:: Assignment ::
Please output every entry below precisely as written.

[Collected data]
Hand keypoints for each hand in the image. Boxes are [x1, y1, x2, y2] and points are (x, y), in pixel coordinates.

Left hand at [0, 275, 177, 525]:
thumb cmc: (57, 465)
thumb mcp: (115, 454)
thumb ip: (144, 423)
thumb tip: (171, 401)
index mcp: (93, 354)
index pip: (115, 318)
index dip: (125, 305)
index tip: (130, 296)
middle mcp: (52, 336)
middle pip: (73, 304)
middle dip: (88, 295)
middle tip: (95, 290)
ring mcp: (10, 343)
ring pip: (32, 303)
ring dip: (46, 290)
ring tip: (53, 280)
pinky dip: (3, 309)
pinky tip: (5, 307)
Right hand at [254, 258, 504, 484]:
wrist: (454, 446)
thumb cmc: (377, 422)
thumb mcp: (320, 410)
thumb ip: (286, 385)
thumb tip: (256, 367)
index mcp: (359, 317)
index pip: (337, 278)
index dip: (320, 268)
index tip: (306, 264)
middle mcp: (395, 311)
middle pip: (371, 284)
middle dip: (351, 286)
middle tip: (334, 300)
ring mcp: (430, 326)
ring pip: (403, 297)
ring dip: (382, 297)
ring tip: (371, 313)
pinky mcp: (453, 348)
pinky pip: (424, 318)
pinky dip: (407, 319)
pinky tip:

:: Answer for the task ::
Hand keypoints for each hand in the image. Boxes are [x1, y1, x2, y2] and points are (x, y), in pixel coordinates.

Left hand at [0, 275, 177, 525]:
thumb cmc: (57, 465)
thumb mcp: (115, 454)
thumb ip: (144, 423)
thumb tip: (171, 401)
index mcp: (93, 354)
index pip: (115, 318)
index dip: (125, 305)
index tip: (130, 296)
middle mcp: (52, 336)
middle pip: (73, 304)
middle dip: (88, 295)
middle tip: (95, 290)
ring mcp: (10, 343)
ring pip: (32, 303)
ring dip: (46, 290)
ring tip: (53, 280)
pinky dip: (3, 309)
pinky tip: (5, 307)
Right hand at [254, 258, 504, 484]:
wrist: (454, 446)
thumb cmc: (377, 422)
thumb mcp: (320, 410)
thumb ip: (286, 385)
thumb tip: (256, 367)
index mcp: (359, 317)
index pip: (337, 278)
index dip: (320, 268)
index tip: (306, 264)
middle mcp: (395, 311)
middle pip: (371, 284)
middle dip: (351, 286)
middle tip: (334, 300)
ring mcp: (430, 326)
ring pip: (403, 297)
ring dip: (382, 297)
ring tip: (371, 313)
pinky mcp: (453, 348)
pinky pip: (424, 318)
pinky dip: (407, 319)
pinky tip:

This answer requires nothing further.